• [Problem description]: Type out the data again, word for word and in full.

*** Data supplied Section Begins ***

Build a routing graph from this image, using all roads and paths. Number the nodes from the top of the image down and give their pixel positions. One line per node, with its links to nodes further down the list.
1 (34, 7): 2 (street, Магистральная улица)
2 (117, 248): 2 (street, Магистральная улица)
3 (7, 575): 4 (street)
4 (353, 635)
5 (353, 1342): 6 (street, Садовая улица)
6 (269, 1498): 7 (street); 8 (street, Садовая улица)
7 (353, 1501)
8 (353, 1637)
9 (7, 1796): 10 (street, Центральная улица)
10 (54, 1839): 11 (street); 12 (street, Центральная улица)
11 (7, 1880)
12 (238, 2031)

*** Data supplied Section Ends ***

• [Task output]:
Build a routing graph from this image, using all roads and paths. Number the nodes from the top of the image down and give their pixel positions. One line per node, with its links to nodes further down the list.
1 (34, 7): 2 (street, Магистральная улица)
2 (117, 248): 2 (street, Магистральная улица)
3 (7, 575): 4 (street)
4 (353, 635)
5 (353, 1342): 6 (street, Садовая улица)
6 (269, 1498): 7 (street); 8 (street, Садовая улица)
7 (353, 1501)
8 (353, 1637)
9 (7, 1796): 10 (street, Центральная улица)
10 (54, 1839): 11 (street); 12 (street, Центральная улица)
11 (7, 1880)
12 (238, 2031)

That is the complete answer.